As I reflect back upon my life’s journey, the irony of it all is that I became an educator. I also am in awe of the wonderful irony that, as the great-great granddaughter of escaped slaves who were forbidden to read and write, I have spent 12 years as an educator for Jackson Public Schools, eight years as CAO/Elementary Principal for Jackson Arts and Technology Academy, and seven years at Baker College. I wonder what my ancestors would have said if they knew that the very educational benefits that they were denied, have so well served their descendants? Perhaps, that is among reasons they decided to make the perilous journey, to not only benefit themselves, but their descendants.
I’ve often wondered what I would tell them if I could sit down in a cozy corner of my living room and chat with them. Maybe we would speak about how different our lives are? What must it feel like to be free? Mostly, I would be proud to tell them that the quest for freedom they undertook so secretly is celebrated openly today, that the better life they dreamed of living is unfolding as we progress. We are not to a point of perfection, but we can appreciate how much better off we are now than they were then.

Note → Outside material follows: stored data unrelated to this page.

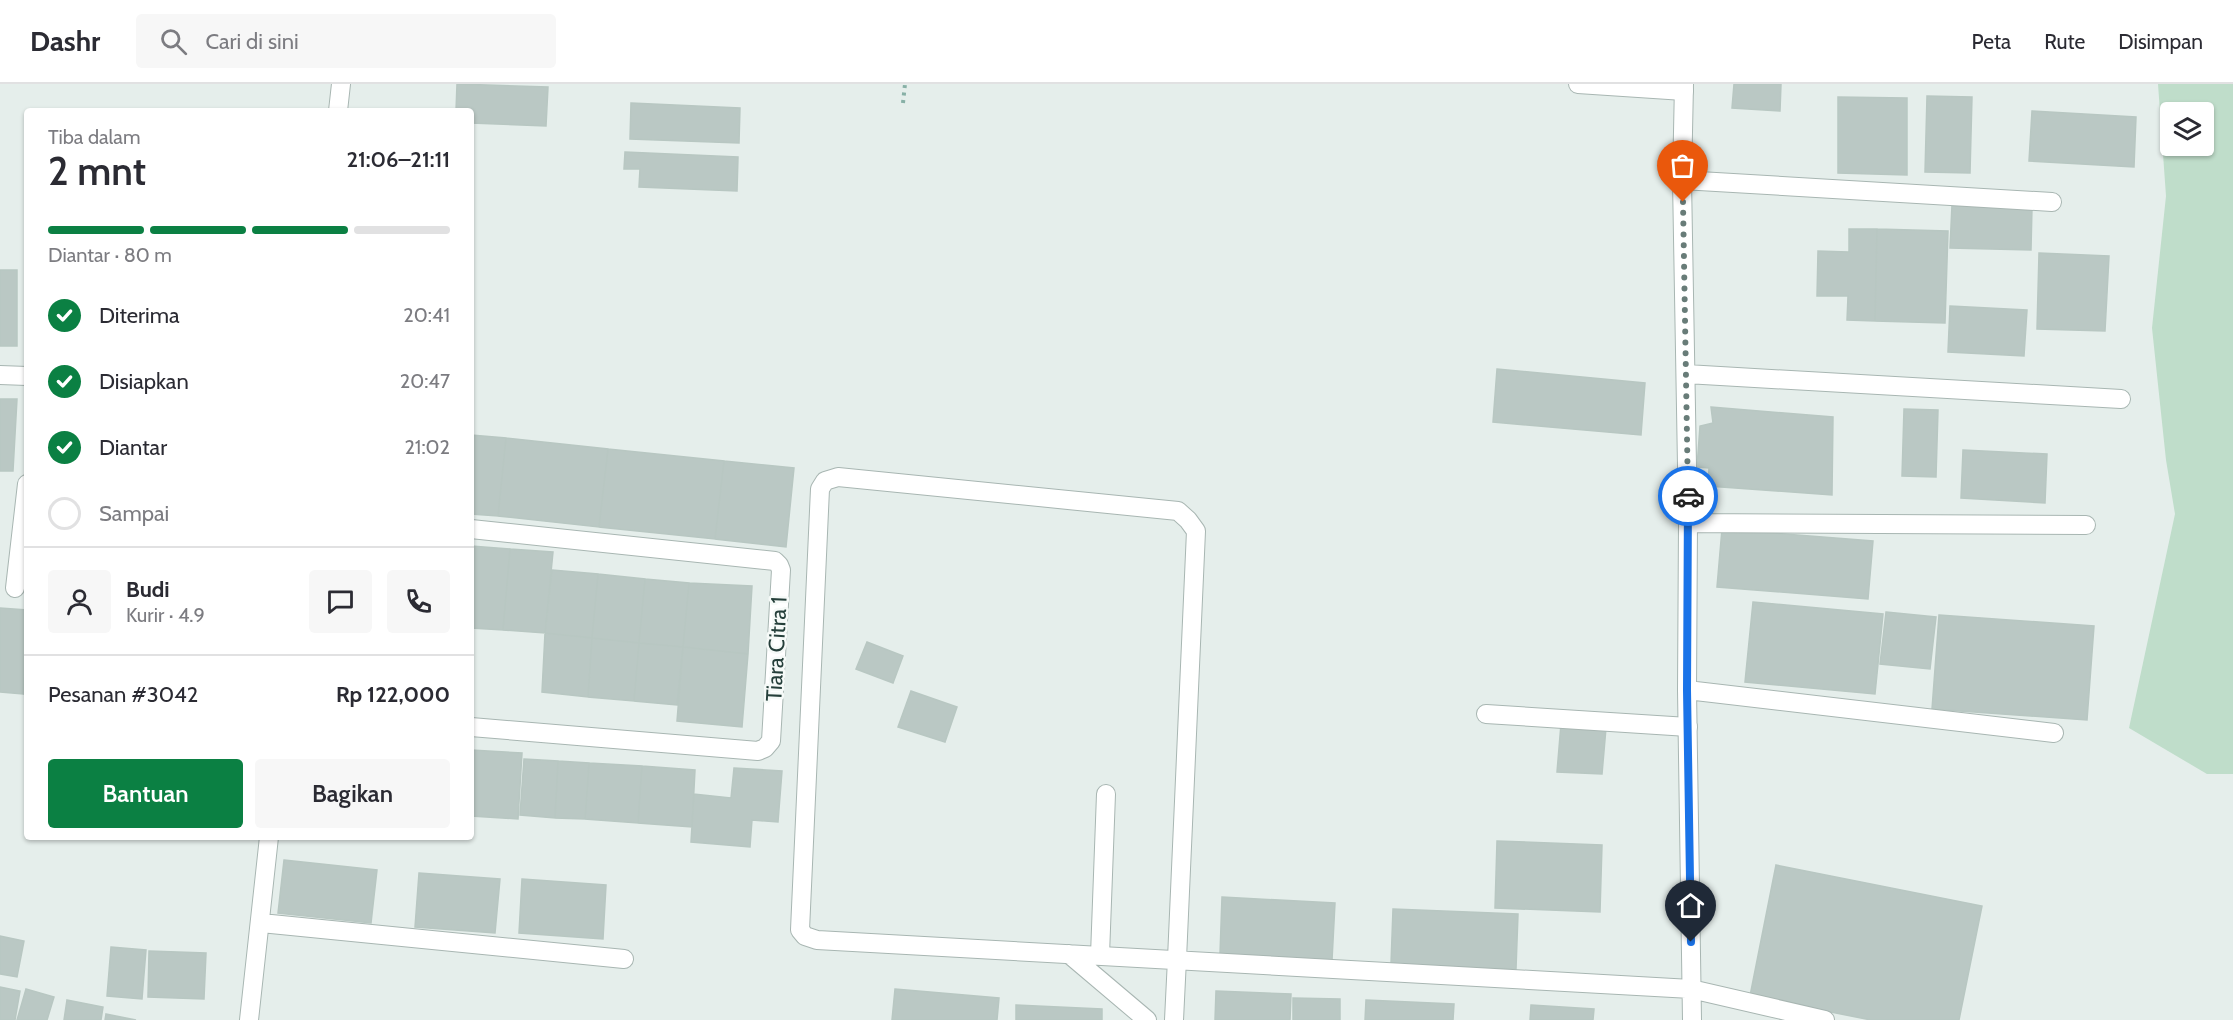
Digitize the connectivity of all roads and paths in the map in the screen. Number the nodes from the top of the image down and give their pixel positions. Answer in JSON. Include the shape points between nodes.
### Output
{"nodes":[{"id":1,"x":341,"y":84,"type":"edge"},
{"id":2,"x":905,"y":84,"type":"edge"},
{"id":3,"x":1578,"y":84,"type":"edge"},
{"id":4,"x":1684,"y":88,"type":"edge"},
{"id":5,"x":903,"y":103,"type":"dead end"},
{"id":6,"x":339,"y":108,"type":"edge"},
{"id":7,"x":1682,"y":180,"type":"junction"},
{"id":8,"x":2052,"y":202,"type":"dead end"},
{"id":9,"x":1686,"y":374,"type":"junction"},
{"id":10,"x":0,"y":375,"type":"edge"},
{"id":11,"x":24,"y":376,"type":"edge"},
{"id":12,"x":2121,"y":399,"type":"dead end"},
{"id":13,"x":24,"y":508,"type":"edge"},
{"id":14,"x":1688,"y":523,"type":"junction"},
{"id":15,"x":2086,"y":525,"type":"dead end"},
{"id":16,"x":474,"y":529,"type":"edge"},
{"id":17,"x":14,"y":588,"type":"edge"},
{"id":18,"x":1687,"y":690,"type":"junction"},
{"id":19,"x":1486,"y":714,"type":"dead end"},
{"id":20,"x":474,"y":727,"type":"edge"},
{"id":21,"x":1688,"y":727,"type":"junction"},
{"id":22,"x":2054,"y":733,"type":"dead end"},
{"id":23,"x":1106,"y":794,"type":"dead end"},
{"id":24,"x":269,"y":840,"type":"edge"},
{"id":25,"x":261,"y":922,"type":"junction"},
{"id":26,"x":1069,"y":954,"type":"junction"},
{"id":27,"x":1100,"y":955,"type":"junction"},
{"id":28,"x":624,"y":959,"type":"dead end"},
{"id":29,"x":1177,"y":959,"type":"junction"},
{"id":30,"x":1691,"y":989,"type":"junction"},
{"id":31,"x":249,"y":1020,"type":"edge"},
{"id":32,"x":1147,"y":1020,"type":"edge"},
{"id":33,"x":1174,"y":1020,"type":"edge"},
{"id":34,"x":1692,"y":1020,"type":"edge"},
{"id":35,"x":1825,"y":1020,"type":"edge"}],
"edges":[{"from":1,"to":6,"type":"street"},
{"from":2,"to":5,"type":"path"},
{"from":3,"to":4,"type":"street"},
{"from":4,"to":7,"type":"street"},
{"from":7,"to":8,"type":"street"},
{"from":7,"to":9,"type":"street"},
{"from":9,"to":12,"type":"street"},
{"from":9,"to":14,"type":"street"},
{"from":10,"to":11,"type":"street"},
{"from":13,"to":17,"type":"street"},
{"from":14,"to":15,"type":"street"},
{"from":14,"to":18,"type":"street"},
{"from":16,"to":20,"type":"street","name":"Tiara Citra 1","via":[[776,561],[781,570],[771,741],[765,748],[758,751]]},
{"from":18,"to":21,"type":"street"},
{"from":18,"to":22,"type":"street"},
{"from":19,"to":21,"type":"street"},
{"from":21,"to":30,"type":"street"},
{"from":23,"to":27,"type":"street"},
{"from":24,"to":25,"type":"street"},
{"from":25,"to":28,"type":"street"},
{"from":25,"to":31,"type":"street"},
{"from":26,"to":27,"type":"street"},
{"from":26,"to":29,"type":"street","via":[[816,940],[800,930],[820,489],[825,481],[838,477],[1178,511],[1188,520],[1196,531]]},
{"from":26,"to":32,"type":"street"},
{"from":27,"to":29,"type":"street"},
{"from":29,"to":30,"type":"street"},
{"from":29,"to":33,"type":"street"},
{"from":30,"to":34,"type":"street"},
{"from":30,"to":35,"type":"street"}]}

Given the chance, I would proudly take my ancestors on a tour of Jackson and show them the state historical marker at Mt. Evergreen Cemetery in which their names and their bravery are literally cast in iron. I would tell them of the warm spring day in 2019 when the local researcher, Linda Hass, and I unveiled the marker honoring not only their final resting place but the burial sites of other local men and women who participated in the Underground Railroad.
I would then take them to downtown Jackson, and we would stroll along “Emma Nichols’ Garden,” a walkway off West Michigan Avenue, enlivened by roses, flowering bushes, murals and more. A delightful space named in honor of great-great grandmother Emma! If possible, I would invite them to the Ganton Art Gallery, in Spring Arbor, Michigan, where an exhibit called “Hidden History Brought To Light” honors them and other abolitionists for Black History Month 2022. In this gallery, I would point out the quilt made in my great-great grandmother’s Emma’s honor, hanging proudly on the south wall, and the nearby framed sketch of my great–great grandparents Richard and Emma created by local artist Brianne Witt. (There was no picture of my great-great grandmother Emma, so the researcher Linda Hass gave Brianne Witt a picture of my sister’s and I and from that picture our great-great grandmother Emma Nichols’ picture was created). Now when I look at her picture, I see my father, sisters, and myself.

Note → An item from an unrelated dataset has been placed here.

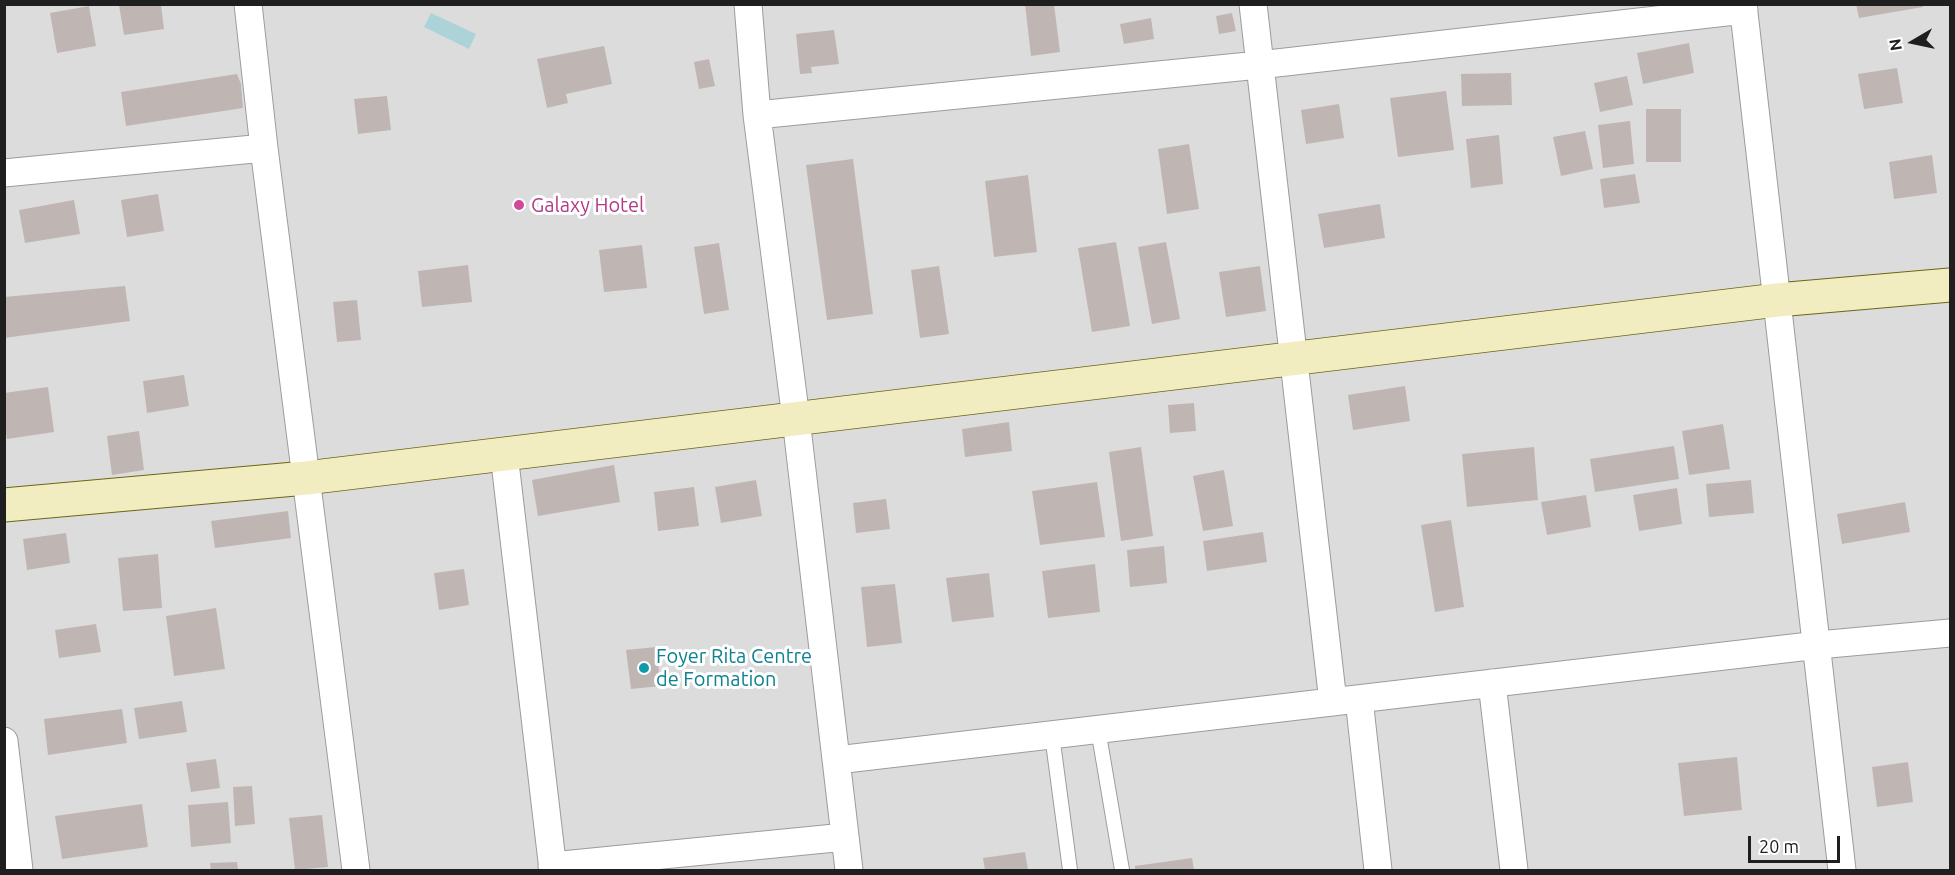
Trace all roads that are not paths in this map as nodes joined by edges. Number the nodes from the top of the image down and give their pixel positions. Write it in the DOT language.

As I reflect on the long and winding trail that brought my freedom-loving ancestors to Jackson, Michigan, emotions flood my heart–the Value of God’s Blessing, many tears, gratefulness, appreciation, and most of all love. I can’t help but see the hand of God guiding and directing, working all things for His good.
My continued hope and prayers for the next generations are that they will also reach for the stars, be willing to take worthwhile risks, and be fruitful in whatever they put their hearts and hands to.
I’m extremely grateful to God for leading me to Baker College. Baker College is proud to salute Black History Month as well as ALL cultures and diverse backgrounds. I’ve had the opportunity to invite researcher Linda Hass to Baker College Jackson to share my history with our faculty, staff, and students. My journey here at Baker College has allowed me many blessings.
These are (2) of my favorite quotes that I try to live by:
- “If my mind can conceive it, my heart can believe it, I can achieve it.”
- “Life isn’t about waiting for the storm to pass; it’s about learning to dance in the rain.”